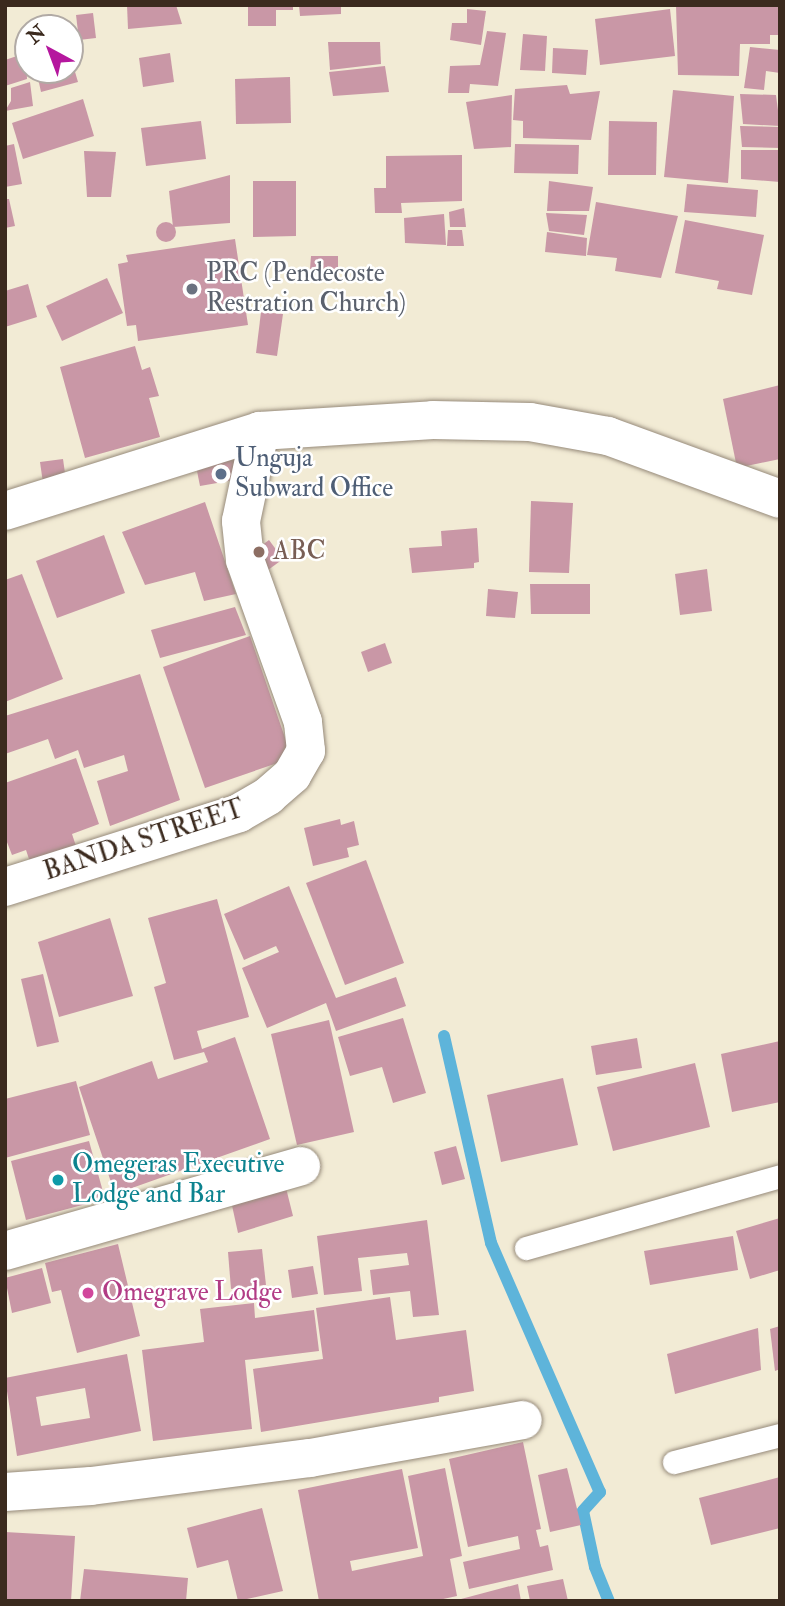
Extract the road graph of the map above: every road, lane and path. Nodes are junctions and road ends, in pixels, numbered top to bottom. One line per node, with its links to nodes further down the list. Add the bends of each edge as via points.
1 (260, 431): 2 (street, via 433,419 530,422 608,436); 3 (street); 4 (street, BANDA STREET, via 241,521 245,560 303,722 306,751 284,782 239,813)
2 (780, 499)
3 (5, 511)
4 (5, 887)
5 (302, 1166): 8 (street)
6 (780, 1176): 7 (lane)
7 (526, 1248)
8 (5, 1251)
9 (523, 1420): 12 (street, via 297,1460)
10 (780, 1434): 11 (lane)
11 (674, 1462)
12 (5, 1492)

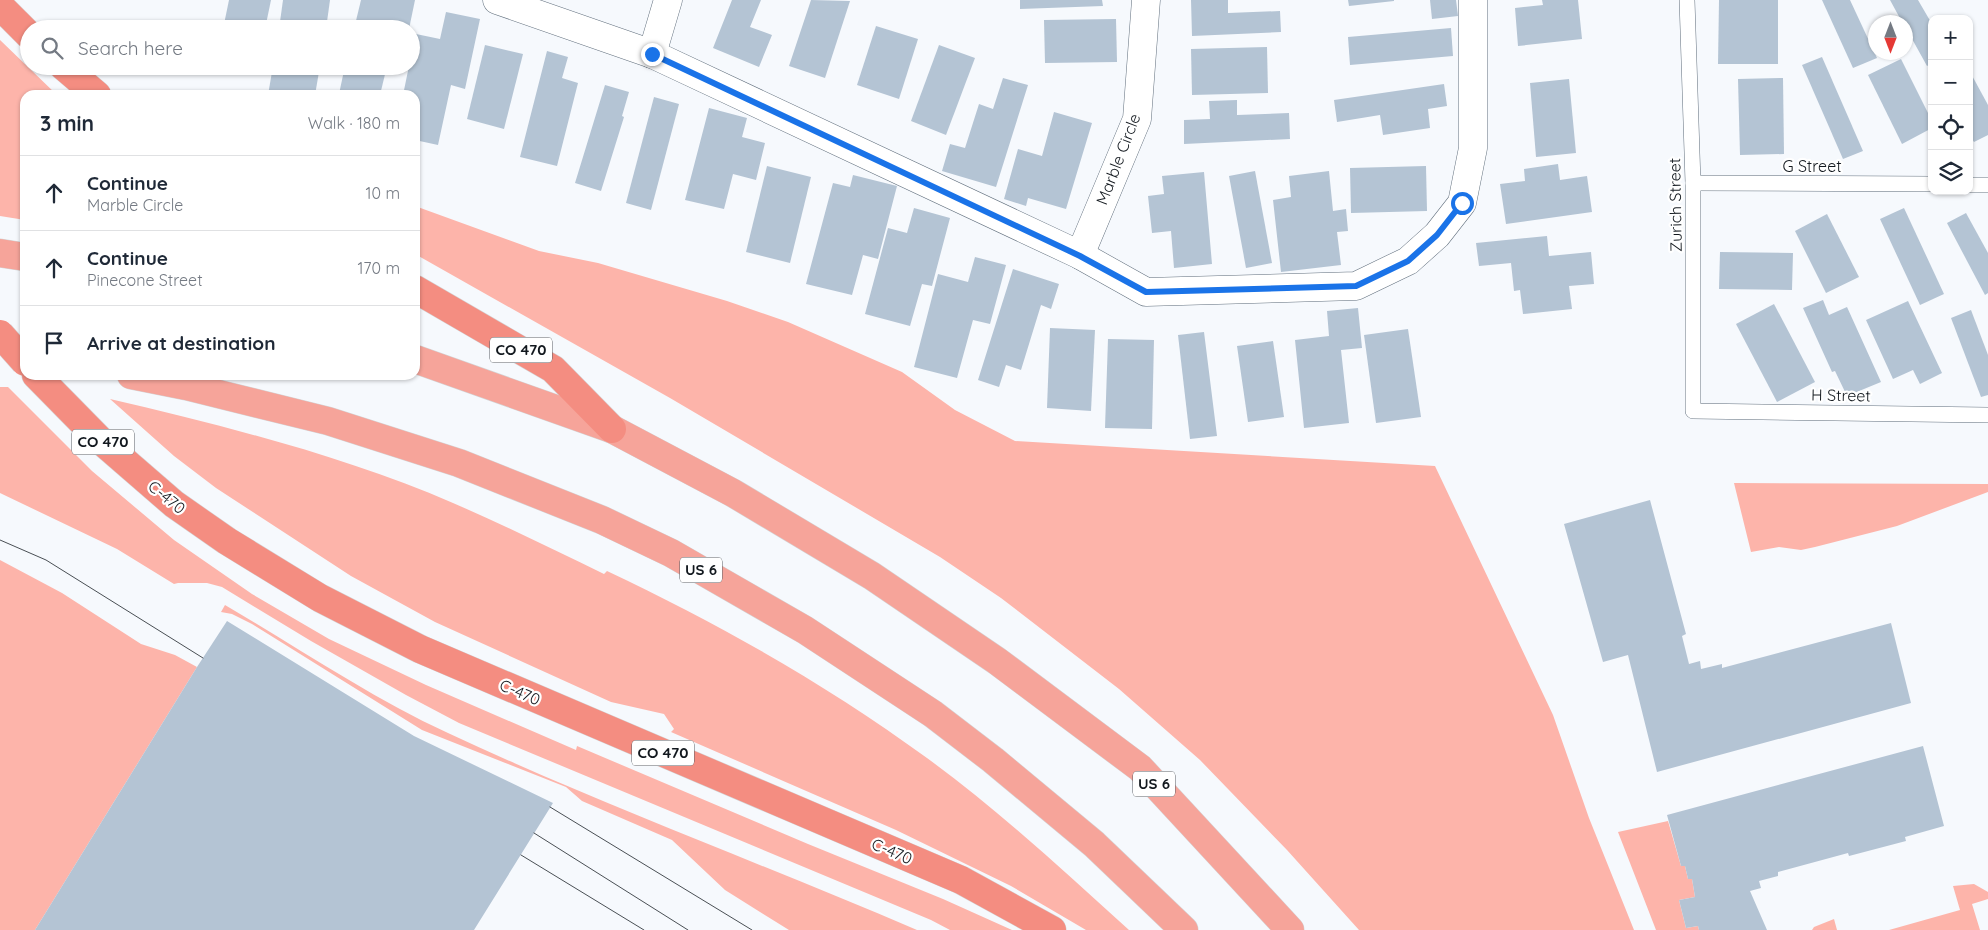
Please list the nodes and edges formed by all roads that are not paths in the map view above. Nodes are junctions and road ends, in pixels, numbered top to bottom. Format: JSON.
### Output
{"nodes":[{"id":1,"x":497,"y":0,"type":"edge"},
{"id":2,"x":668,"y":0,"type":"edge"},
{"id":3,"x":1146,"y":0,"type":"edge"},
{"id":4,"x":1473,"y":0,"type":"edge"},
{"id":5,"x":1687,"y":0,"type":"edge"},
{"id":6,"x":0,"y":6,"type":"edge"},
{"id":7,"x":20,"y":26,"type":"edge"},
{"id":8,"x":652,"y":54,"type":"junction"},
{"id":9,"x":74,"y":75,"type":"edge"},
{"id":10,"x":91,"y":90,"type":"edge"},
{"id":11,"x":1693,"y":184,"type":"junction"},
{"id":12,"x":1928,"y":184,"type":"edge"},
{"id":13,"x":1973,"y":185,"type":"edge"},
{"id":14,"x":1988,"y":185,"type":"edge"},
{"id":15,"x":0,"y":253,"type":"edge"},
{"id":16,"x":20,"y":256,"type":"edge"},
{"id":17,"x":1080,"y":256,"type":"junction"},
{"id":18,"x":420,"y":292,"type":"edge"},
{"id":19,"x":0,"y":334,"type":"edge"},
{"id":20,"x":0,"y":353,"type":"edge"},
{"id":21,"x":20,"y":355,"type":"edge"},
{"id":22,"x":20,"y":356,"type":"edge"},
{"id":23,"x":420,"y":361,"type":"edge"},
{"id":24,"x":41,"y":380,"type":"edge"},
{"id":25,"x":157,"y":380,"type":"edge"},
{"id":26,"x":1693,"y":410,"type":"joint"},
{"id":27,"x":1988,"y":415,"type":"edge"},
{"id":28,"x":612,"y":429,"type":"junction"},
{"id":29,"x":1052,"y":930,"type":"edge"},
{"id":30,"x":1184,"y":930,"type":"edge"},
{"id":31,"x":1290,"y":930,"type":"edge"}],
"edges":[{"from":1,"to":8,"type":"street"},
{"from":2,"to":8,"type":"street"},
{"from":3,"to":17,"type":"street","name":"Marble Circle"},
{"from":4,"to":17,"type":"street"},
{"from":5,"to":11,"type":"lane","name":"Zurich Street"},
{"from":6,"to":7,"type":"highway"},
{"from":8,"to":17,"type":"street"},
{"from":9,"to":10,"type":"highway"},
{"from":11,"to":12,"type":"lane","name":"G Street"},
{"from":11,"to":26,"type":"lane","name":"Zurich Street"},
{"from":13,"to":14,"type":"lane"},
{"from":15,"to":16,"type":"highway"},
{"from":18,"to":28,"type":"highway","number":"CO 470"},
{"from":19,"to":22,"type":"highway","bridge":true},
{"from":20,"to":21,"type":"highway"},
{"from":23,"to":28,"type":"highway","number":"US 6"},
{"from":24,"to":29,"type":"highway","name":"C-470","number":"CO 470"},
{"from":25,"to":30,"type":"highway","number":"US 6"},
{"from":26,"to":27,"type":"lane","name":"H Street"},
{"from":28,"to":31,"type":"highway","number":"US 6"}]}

+++

- [PROBLEM]
Reproduce exactly the lines of the entries above from the first through the line with "Please list the", both included; pictures should not be reproduced.

- [ANSWER FOR THIS EXERCISE]
Extract the road graph of the map above: every road, lane and path. Nodes are junctions and road ends, in pixels, numbered top to bottom. One line per node, with its links to nodes further down the list. Add the bends of each edge as via points.
1 (260, 431): 2 (street, via 433,419 530,422 608,436); 3 (street); 4 (street, BANDA STREET, via 241,521 245,560 303,722 306,751 284,782 239,813)
2 (780, 499)
3 (5, 511)
4 (5, 887)
5 (302, 1166): 8 (street)
6 (780, 1176): 7 (lane)
7 (526, 1248)
8 (5, 1251)
9 (523, 1420): 12 (street, via 297,1460)
10 (780, 1434): 11 (lane)
11 (674, 1462)
12 (5, 1492)

Please list the nodes and edges formed by all roads that are not paths in the map view above. Nodes are junctions and road ends, in pixels, numbered top to bottom. Format: JSON.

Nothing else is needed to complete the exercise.